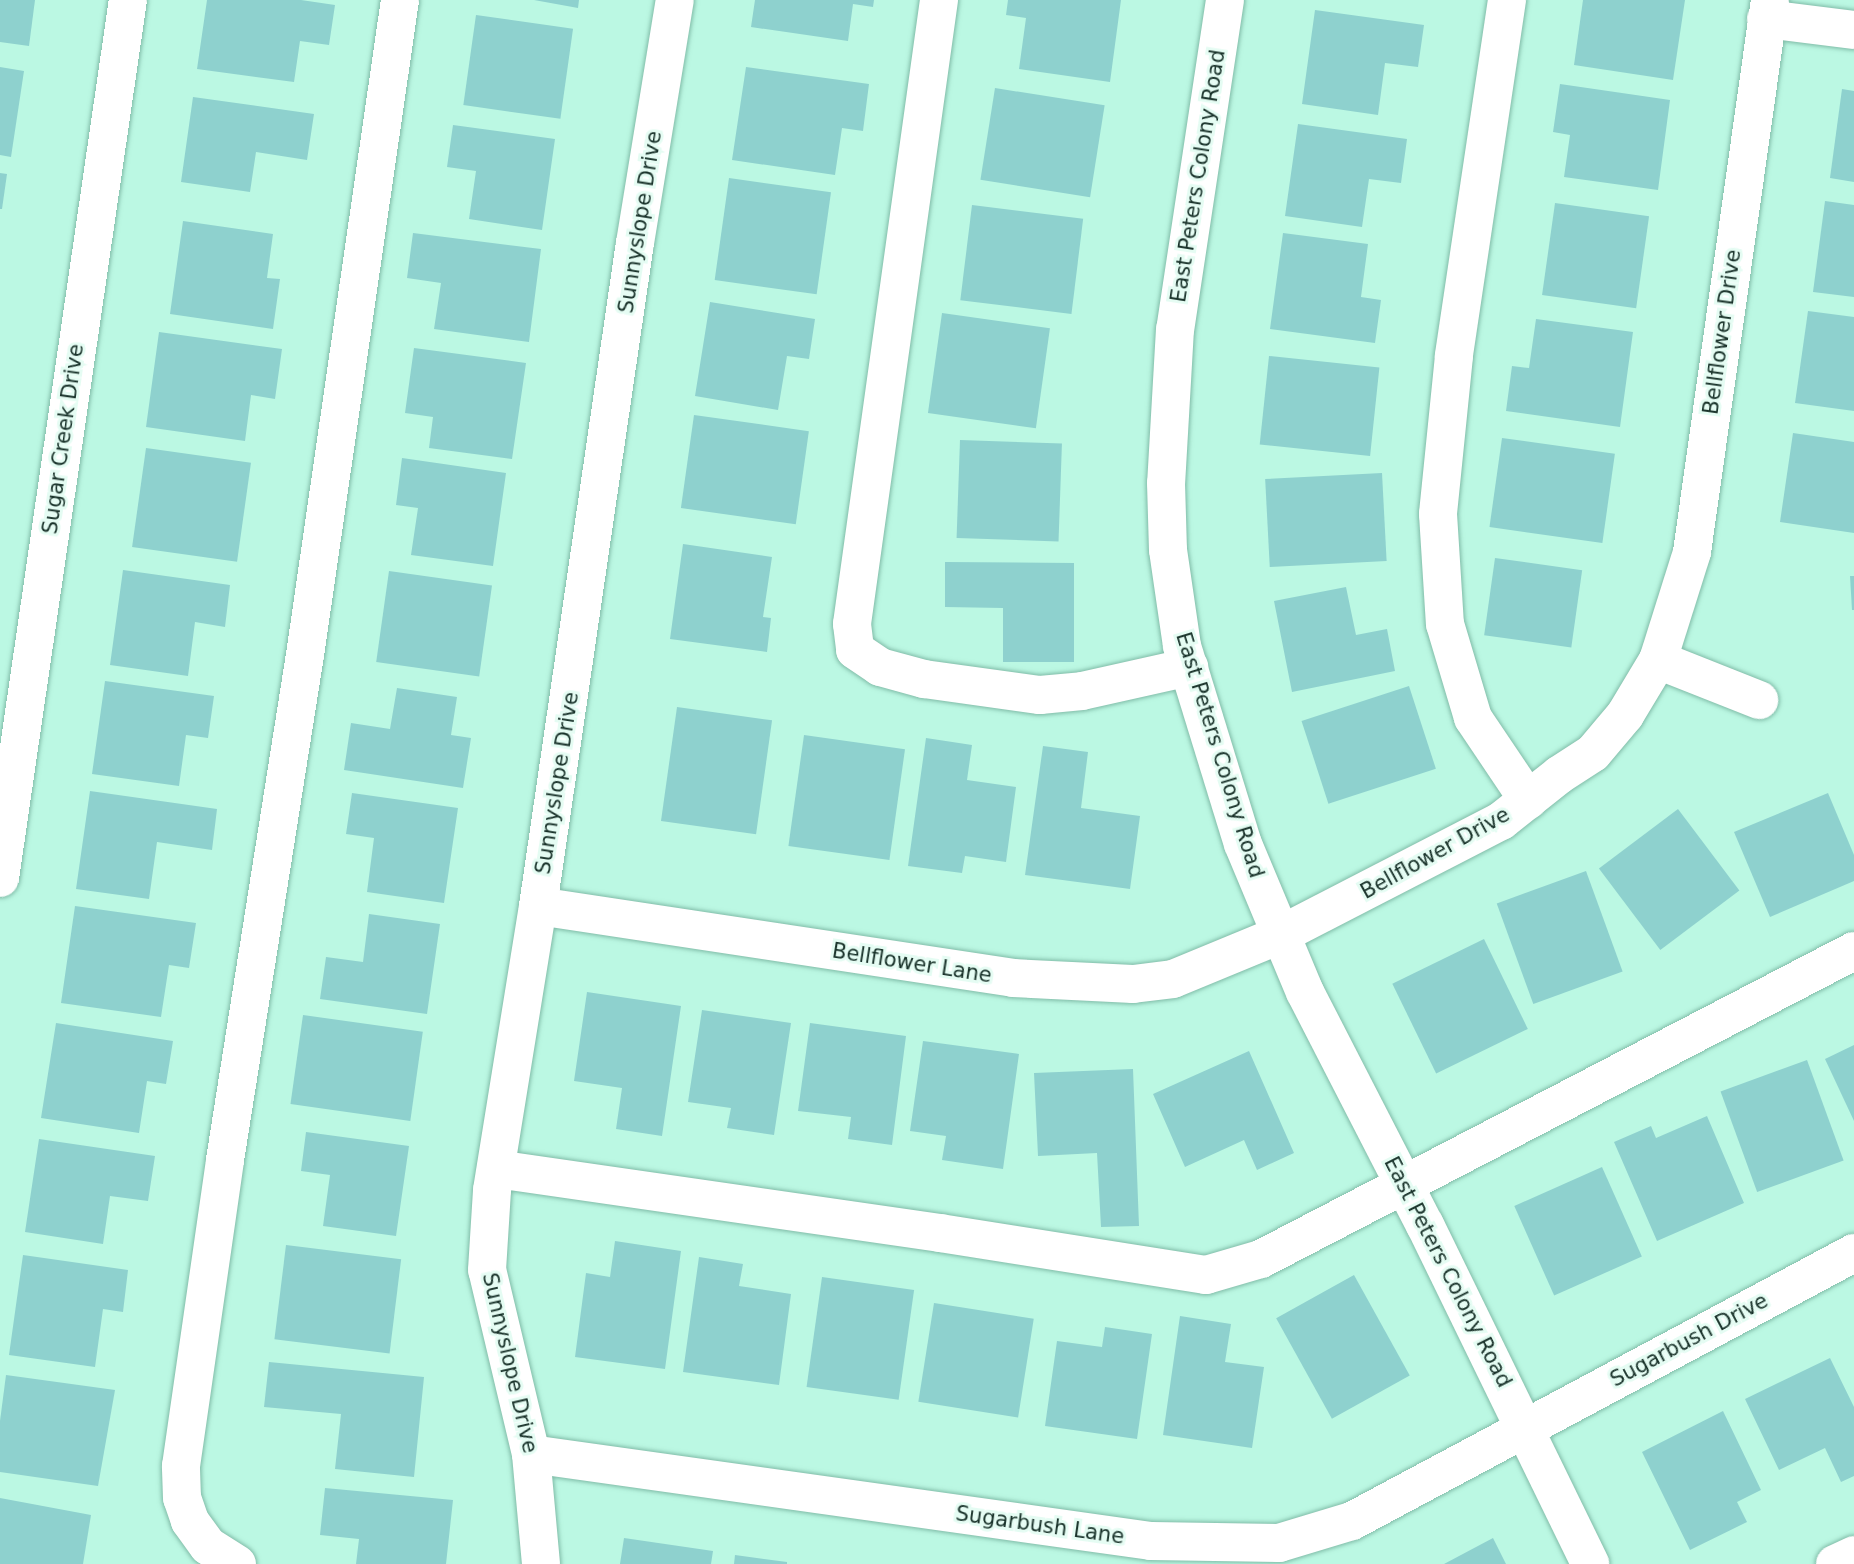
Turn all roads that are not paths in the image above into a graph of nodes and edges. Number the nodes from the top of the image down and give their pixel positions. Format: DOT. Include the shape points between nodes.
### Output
graph roads {
  1 [pos="128,0"];
  2 [pos="400,0"];
  3 [pos="675,0"];
  4 [pos="939,0"];
  5 [pos="1225,0"];
  6 [pos="1507,0"];
  7 [pos="1768,10"];
  8 [pos="1854,30"];
  9 [pos="1658,660"];
  10 [pos="1189,667"];
  11 [pos="1759,700"];
  12 [pos="1528,800"];
  13 [pos="0,878"];
  14 [pos="538,906"];
  15 [pos="1280,935"];
  16 [pos="1854,951"];
  17 [pos="496,1169"];
  18 [pos="1404,1184"];
  19 [pos="1854,1253"];
  20 [pos="1525,1427"];
  21 [pos="531,1454"];
  22 [pos="1854,1555"];
  23 [pos="237,1564"];
  24 [pos="541,1564"];
  25 [pos="1590,1564"];
  26 [pos="1835,1564"];
  1 -- 13 [label="street, Sugar Creek Drive"];
  2 -- 23 [label="street" via="181,1466 182,1498 190,1521 208,1546"];
  3 -- 14 [label="street, Sunnyslope Drive"];
  4 -- 10 [label="street" via="852,624 855,650 880,667 924,679 1040,695 1082,691"];
  5 -- 10 [label="street, East Peters Colony Road" via="1175,329 1166,471 1168,550"];
  6 -- 12 [label="street" via="1454,356 1438,514 1445,624 1473,718"];
  7 -- 8 [label="street"];
  7 -- 9 [label="street, Bellflower Drive" via="1692,552"];
  9 -- 11 [label="street"];
  9 -- 12 [label="street, Bellflower Drive" via="1625,715 1593,753"];
  10 -- 15 [label="street, East Peters Colony Road" via="1243,844"];
  12 -- 15 [label="street, Bellflower Drive" via="1501,821"];
  14 -- 15 [label="street, Bellflower Lane" via="1013,978 1133,984 1173,979"];
  14 -- 17 [label="street, Sunnyslope Drive"];
  15 -- 18 [label="street, East Peters Colony Road"];
  16 -- 18 [label="street"];
  17 -- 18 [label="street" via="1206,1275 1261,1259"];
  17 -- 21 [label="street, Sunnyslope Drive" via="487,1270"];
  18 -- 20 [label="street, East Peters Colony Road"];
  19 -- 20 [label="street, Sugarbush Drive"];
  20 -- 21 [label="street, Sugarbush Lane" via="1352,1521 1279,1543 1151,1541"];
  20 -- 25 [label="street, East Peters Colony Road"];
  21 -- 24 [label="street, Sunnyslope Drive"];
  22 -- 26 [label="street"];
}
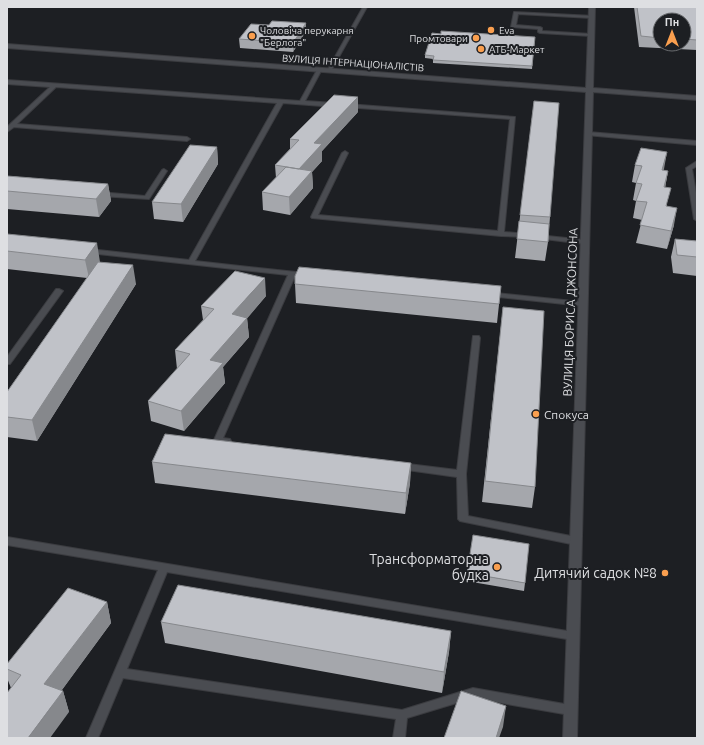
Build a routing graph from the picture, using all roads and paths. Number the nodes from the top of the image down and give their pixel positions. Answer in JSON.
{"nodes":[{"id":1,"x":365,"y":7,"type":"edge"},
{"id":2,"x":592,"y":12,"type":"edge"},
{"id":3,"x":591,"y":35,"type":"junction"},
{"id":4,"x":7,"y":46,"type":"edge"},
{"id":5,"x":319,"y":71,"type":"junction"},
{"id":6,"x":329,"y":71,"type":"junction"},
{"id":7,"x":7,"y":82,"type":"edge"},
{"id":8,"x":54,"y":86,"type":"junction"},
{"id":9,"x":590,"y":90,"type":"junction"},
{"id":10,"x":697,"y":98,"type":"edge"},
{"id":11,"x":281,"y":101,"type":"junction"},
{"id":12,"x":302,"y":102,"type":"junction"},
{"id":13,"x":12,"y":125,"type":"junction"},
{"id":14,"x":7,"y":130,"type":"edge"},
{"id":15,"x":588,"y":134,"type":"junction"},
{"id":16,"x":187,"y":139,"type":"dead end"},
{"id":17,"x":697,"y":143,"type":"edge"},
{"id":18,"x":345,"y":153,"type":"dead end"},
{"id":19,"x":697,"y":163,"type":"edge"},
{"id":20,"x":164,"y":171,"type":"dead end"},
{"id":21,"x":93,"y":194,"type":"edge"},
{"id":22,"x":697,"y":219,"type":"edge"},
{"id":23,"x":501,"y":234,"type":"junction"},
{"id":24,"x":585,"y":242,"type":"junction"},
{"id":25,"x":84,"y":250,"type":"edge"},
{"id":26,"x":191,"y":262,"type":"junction"},
{"id":27,"x":59,"y":291,"type":"dead end"},
{"id":28,"x":481,"y":293,"type":"edge"},
{"id":29,"x":583,"y":304,"type":"junction"},
{"id":30,"x":476,"y":338,"type":"dead end"},
{"id":31,"x":7,"y":362,"type":"edge"},
{"id":32,"x":233,"y":442,"type":"edge"},
{"id":33,"x":390,"y":464,"type":"edge"},
{"id":34,"x":461,"y":474,"type":"junction"},
{"id":35,"x":7,"y":541,"type":"edge"},
{"id":36,"x":576,"y":541,"type":"junction"},
{"id":37,"x":164,"y":568,"type":"junction"},
{"id":38,"x":573,"y":636,"type":"junction"},
{"id":39,"x":119,"y":673,"type":"junction"},
{"id":40,"x":570,"y":710,"type":"junction"},
{"id":41,"x":402,"y":715,"type":"junction"},
{"id":42,"x":92,"y":738,"type":"edge"},
{"id":43,"x":399,"y":738,"type":"edge"},
{"id":44,"x":570,"y":738,"type":"edge"}],
"edges":[{"from":1,"to":6,"type":"lane"},
{"from":2,"to":3,"type":"street","name":"ВУЛИЦЯ БОРИСА ДЖОНСОНА"},
{"from":2,"to":3,"type":"lane"},
{"from":3,"to":9,"type":"street","name":"ВУЛИЦЯ БОРИСА ДЖОНСОНА"},
{"from":4,"to":5,"type":"street","name":"ВУЛИЦЯ ІНТЕРНАЦІОНАЛІСТІВ"},
{"from":5,"to":6,"type":"street","name":"ВУЛИЦЯ ІНТЕРНАЦІОНАЛІСТІВ"},
{"from":5,"to":12,"type":"lane"},
{"from":6,"to":9,"type":"street","name":"ВУЛИЦЯ ІНТЕРНАЦІОНАЛІСТІВ"},
{"from":7,"to":8,"type":"lane"},
{"from":8,"to":11,"type":"lane"},
{"from":8,"to":13,"type":"lane"},
{"from":9,"to":10,"type":"street","name":"ВУЛИЦЯ ІНТЕРНАЦІОНАЛІСТІВ"},
{"from":9,"to":15,"type":"street","name":"ВУЛИЦЯ БОРИСА ДЖОНСОНА"},
{"from":11,"to":12,"type":"lane"},
{"from":11,"to":26,"type":"lane"},
{"from":12,"to":23,"type":"lane"},
{"from":13,"to":14,"type":"lane"},
{"from":13,"to":16,"type":"lane"},
{"from":15,"to":17,"type":"lane"},
{"from":15,"to":24,"type":"street","name":"ВУЛИЦЯ БОРИСА ДЖОНСОНА"},
{"from":18,"to":23,"type":"lane"},
{"from":19,"to":22,"type":"lane"},
{"from":20,"to":21,"type":"lane"},
{"from":23,"to":24,"type":"lane"},
{"from":24,"to":29,"type":"street","name":"ВУЛИЦЯ БОРИСА ДЖОНСОНА"},
{"from":25,"to":26,"type":"lane"},
{"from":26,"to":32,"type":"lane"},
{"from":27,"to":31,"type":"lane"},
{"from":28,"to":29,"type":"lane"},
{"from":29,"to":36,"type":"street","name":"ВУЛИЦЯ БОРИСА ДЖОНСОНА"},
{"from":30,"to":34,"type":"lane"},
{"from":33,"to":34,"type":"lane"},
{"from":34,"to":36,"type":"lane"},
{"from":35,"to":37,"type":"lane"},
{"from":36,"to":38,"type":"street","name":"ВУЛИЦЯ БОРИСА ДЖОНСОНА"},
{"from":37,"to":38,"type":"lane"},
{"from":37,"to":39,"type":"lane"},
{"from":38,"to":40,"type":"street","name":"ВУЛИЦЯ БОРИСА ДЖОНСОНА"},
{"from":39,"to":41,"type":"lane"},
{"from":39,"to":42,"type":"lane"},
{"from":40,"to":41,"type":"lane"},
{"from":40,"to":44,"type":"street","name":"ВУЛИЦЯ БОРИСА ДЖОНСОНА"},
{"from":41,"to":43,"type":"lane"}]}
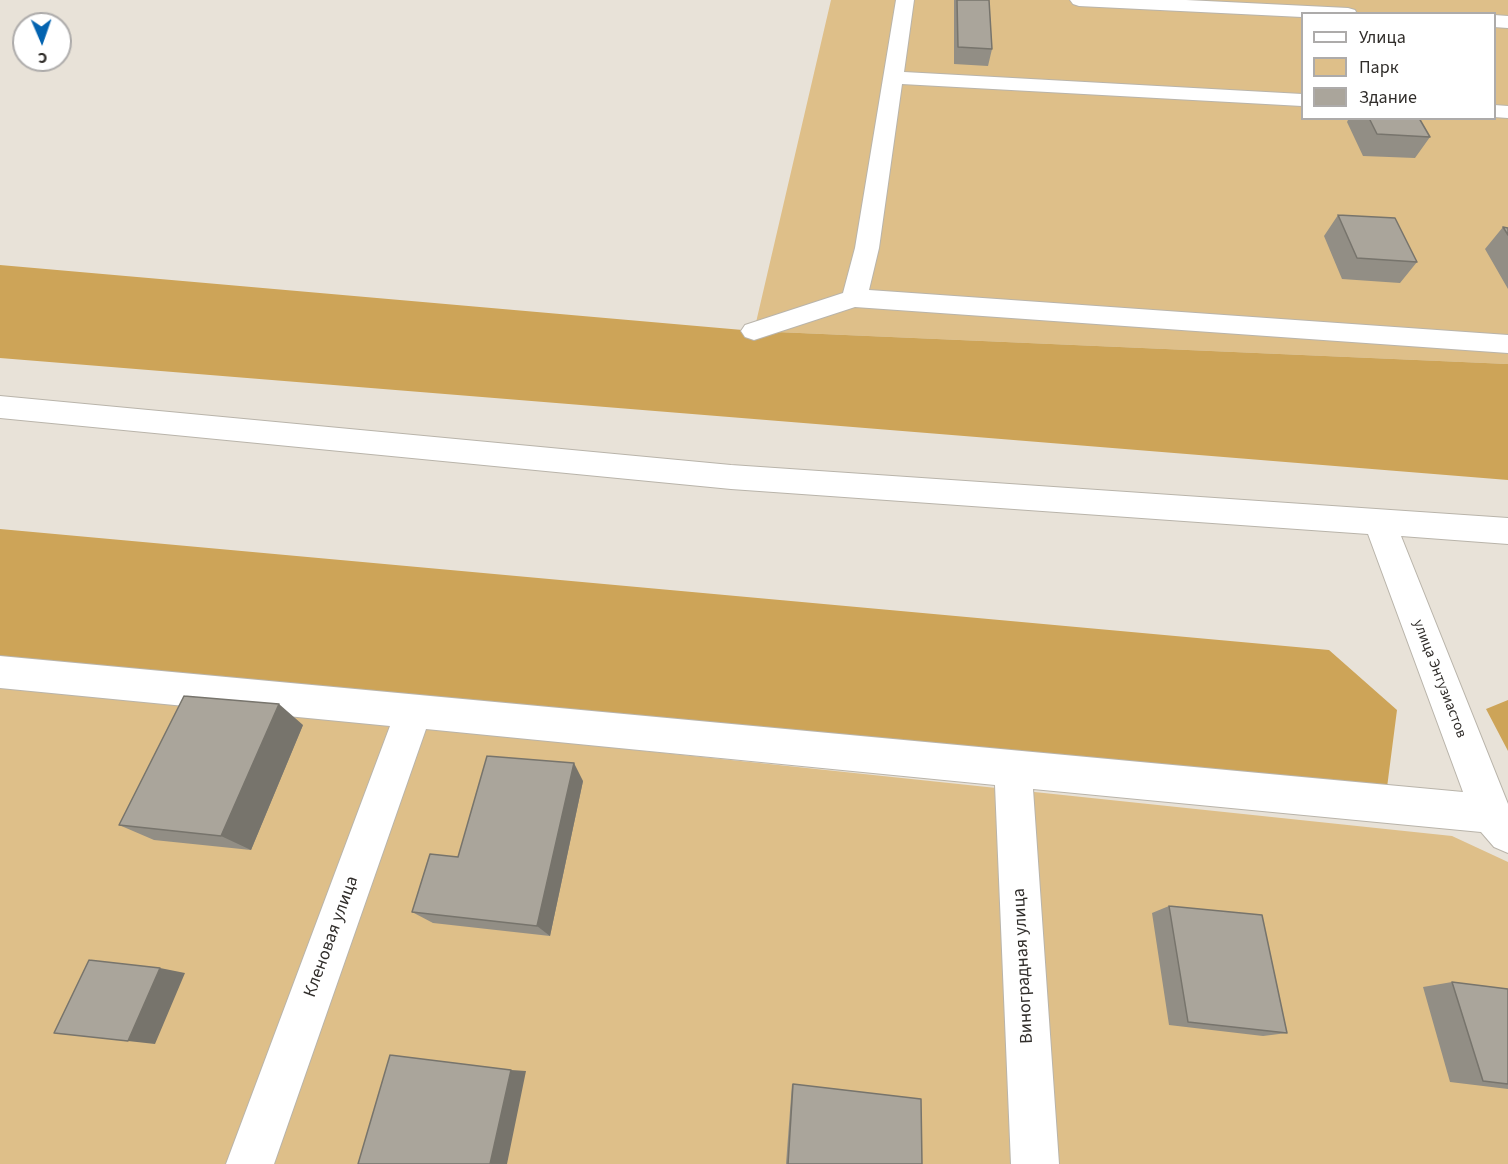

= = =

## Task requirements
Gather each line from the listing above that holds "Bellflower".

## Exercise answer
  7 -- 9 [label="street, Bellflower Drive" via="1692,552"];
  9 -- 12 [label="street, Bellflower Drive" via="1625,715 1593,753"];
  12 -- 15 [label="street, Bellflower Drive" via="1501,821"];
  14 -- 15 [label="street, Bellflower Lane" via="1013,978 1133,984 1173,979"];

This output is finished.